- _Exercise objective_
Go through the entries below and return every line that contains "Alaçam".

-- Supplied records follows --

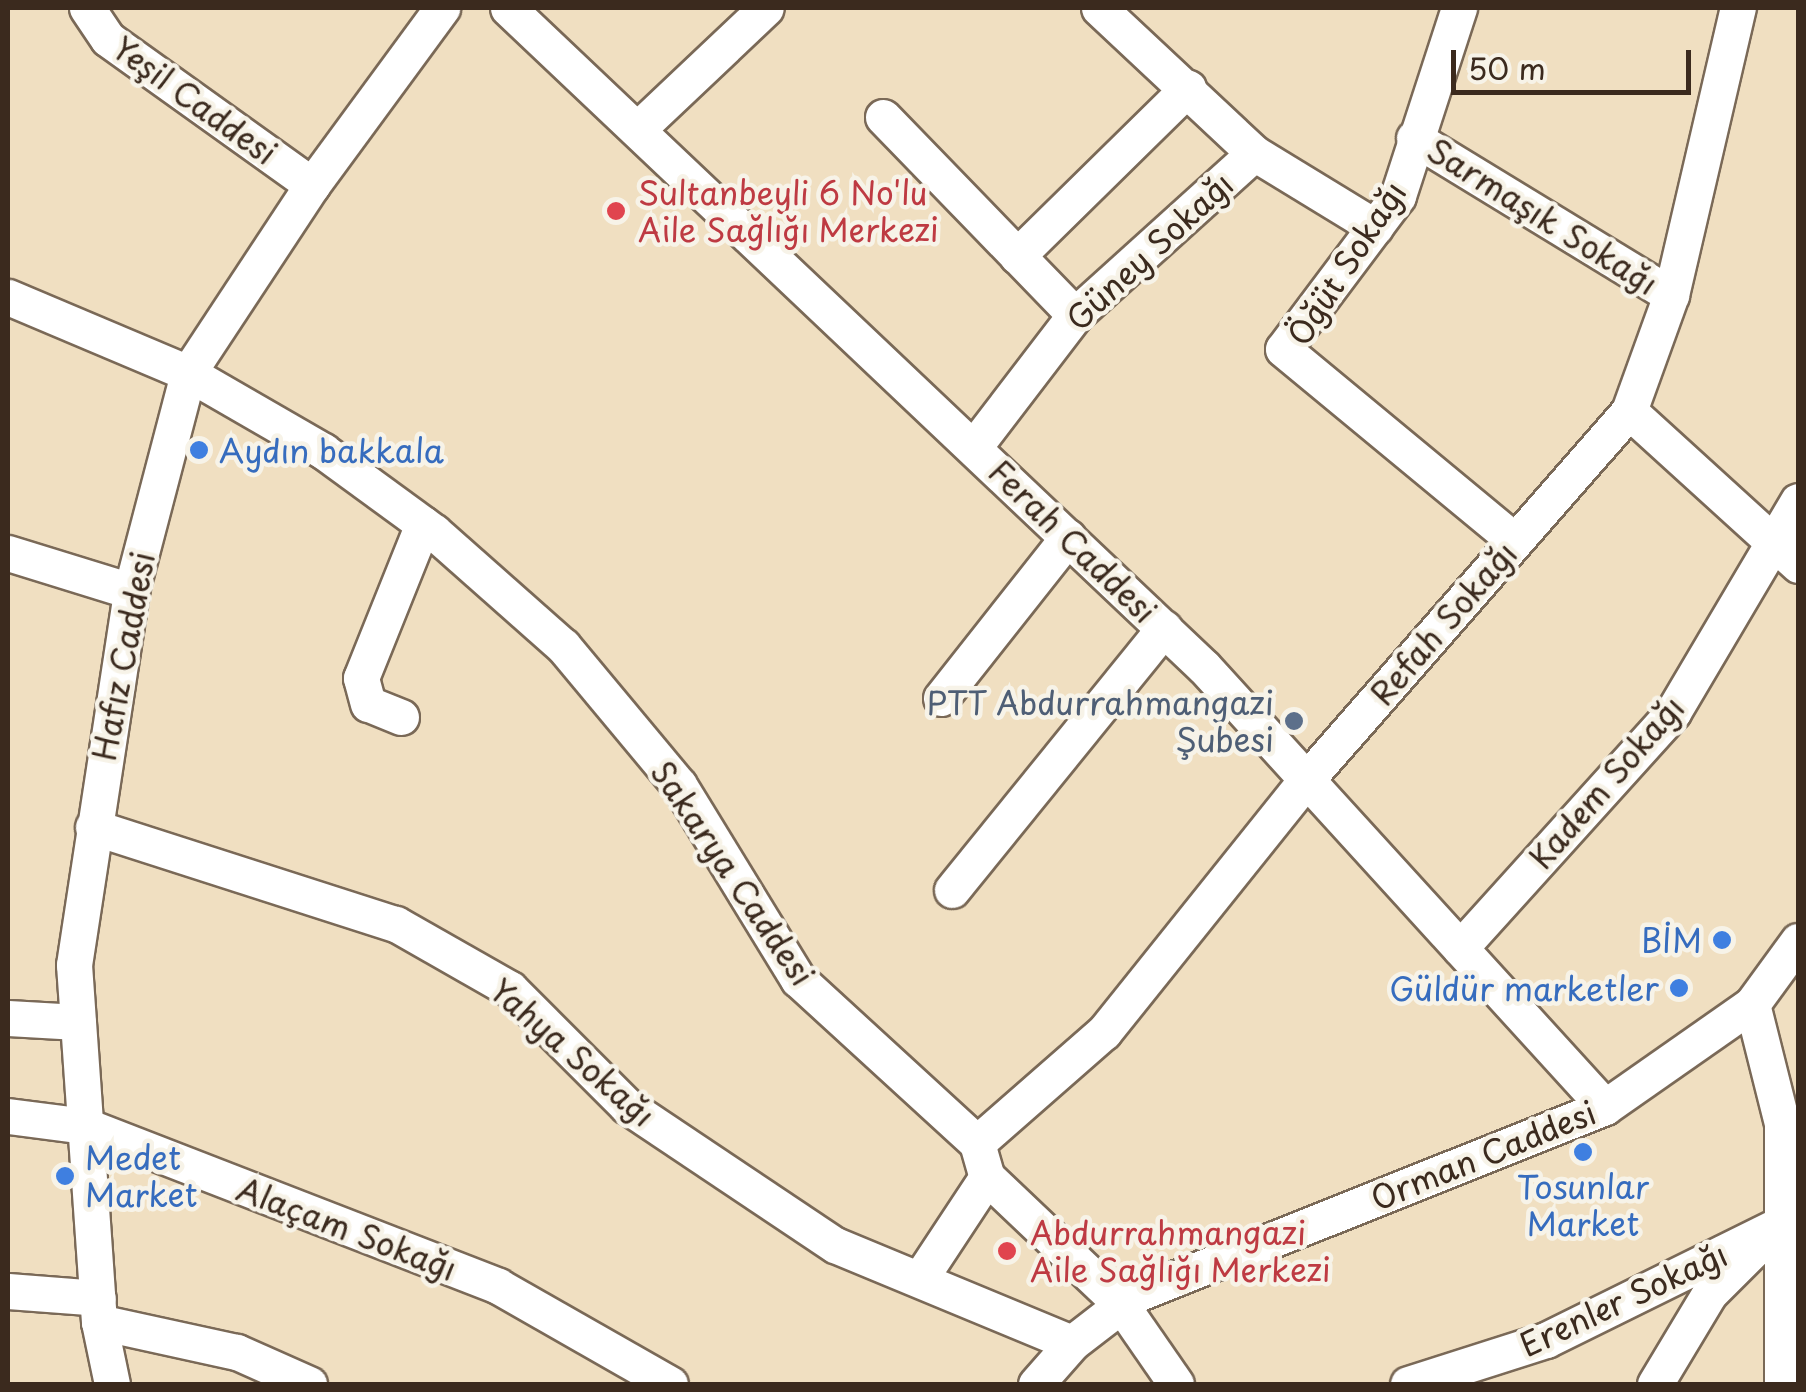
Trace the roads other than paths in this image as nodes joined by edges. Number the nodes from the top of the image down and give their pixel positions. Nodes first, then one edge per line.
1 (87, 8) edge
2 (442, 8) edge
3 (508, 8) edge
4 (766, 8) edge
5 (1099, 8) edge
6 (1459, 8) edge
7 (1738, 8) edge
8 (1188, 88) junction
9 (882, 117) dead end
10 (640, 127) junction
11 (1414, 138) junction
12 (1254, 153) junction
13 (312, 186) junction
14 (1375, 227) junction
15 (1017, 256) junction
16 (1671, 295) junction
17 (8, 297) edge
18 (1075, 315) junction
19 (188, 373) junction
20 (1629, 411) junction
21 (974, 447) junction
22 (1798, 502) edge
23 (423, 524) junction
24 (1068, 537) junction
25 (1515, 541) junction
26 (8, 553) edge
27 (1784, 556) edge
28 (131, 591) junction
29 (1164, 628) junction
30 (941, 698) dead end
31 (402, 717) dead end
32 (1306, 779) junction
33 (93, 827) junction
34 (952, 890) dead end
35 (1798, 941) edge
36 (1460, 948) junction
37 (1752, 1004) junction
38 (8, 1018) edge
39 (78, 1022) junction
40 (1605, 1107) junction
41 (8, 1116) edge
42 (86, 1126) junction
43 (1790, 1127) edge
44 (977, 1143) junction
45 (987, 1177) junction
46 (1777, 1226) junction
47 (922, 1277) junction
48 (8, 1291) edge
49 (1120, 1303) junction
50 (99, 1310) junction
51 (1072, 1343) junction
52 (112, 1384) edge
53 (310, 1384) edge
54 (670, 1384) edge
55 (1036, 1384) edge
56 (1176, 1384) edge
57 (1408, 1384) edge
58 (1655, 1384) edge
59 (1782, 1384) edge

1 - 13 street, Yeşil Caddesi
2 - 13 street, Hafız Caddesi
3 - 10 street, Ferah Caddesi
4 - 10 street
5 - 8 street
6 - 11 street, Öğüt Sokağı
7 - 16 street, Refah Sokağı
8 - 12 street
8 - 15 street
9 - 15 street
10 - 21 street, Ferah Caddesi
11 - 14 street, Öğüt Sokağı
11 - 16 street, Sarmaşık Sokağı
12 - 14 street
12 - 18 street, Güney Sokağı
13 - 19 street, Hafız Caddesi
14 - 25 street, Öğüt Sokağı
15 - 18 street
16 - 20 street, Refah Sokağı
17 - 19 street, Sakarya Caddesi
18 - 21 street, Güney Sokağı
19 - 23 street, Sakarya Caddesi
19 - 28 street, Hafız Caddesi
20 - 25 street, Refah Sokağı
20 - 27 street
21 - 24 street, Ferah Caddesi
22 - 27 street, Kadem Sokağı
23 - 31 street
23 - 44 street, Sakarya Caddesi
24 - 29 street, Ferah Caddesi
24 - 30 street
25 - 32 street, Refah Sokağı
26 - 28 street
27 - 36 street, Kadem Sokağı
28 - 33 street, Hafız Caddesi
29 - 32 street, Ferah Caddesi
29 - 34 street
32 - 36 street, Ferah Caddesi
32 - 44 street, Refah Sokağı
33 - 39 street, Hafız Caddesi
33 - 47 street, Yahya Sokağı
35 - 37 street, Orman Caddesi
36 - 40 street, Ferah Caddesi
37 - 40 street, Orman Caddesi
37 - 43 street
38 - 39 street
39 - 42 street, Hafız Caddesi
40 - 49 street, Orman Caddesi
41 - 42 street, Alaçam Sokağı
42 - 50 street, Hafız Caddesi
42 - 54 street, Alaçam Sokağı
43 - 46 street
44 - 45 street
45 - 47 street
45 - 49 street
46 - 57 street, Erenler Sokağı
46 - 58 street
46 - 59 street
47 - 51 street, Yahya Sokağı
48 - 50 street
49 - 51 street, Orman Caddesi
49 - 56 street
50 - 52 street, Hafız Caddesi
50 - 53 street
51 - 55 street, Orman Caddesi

-- Supplied records concluded --

- _Solution to this exercise_
41 - 42 street, Alaçam Sokağı
42 - 54 street, Alaçam Sokağı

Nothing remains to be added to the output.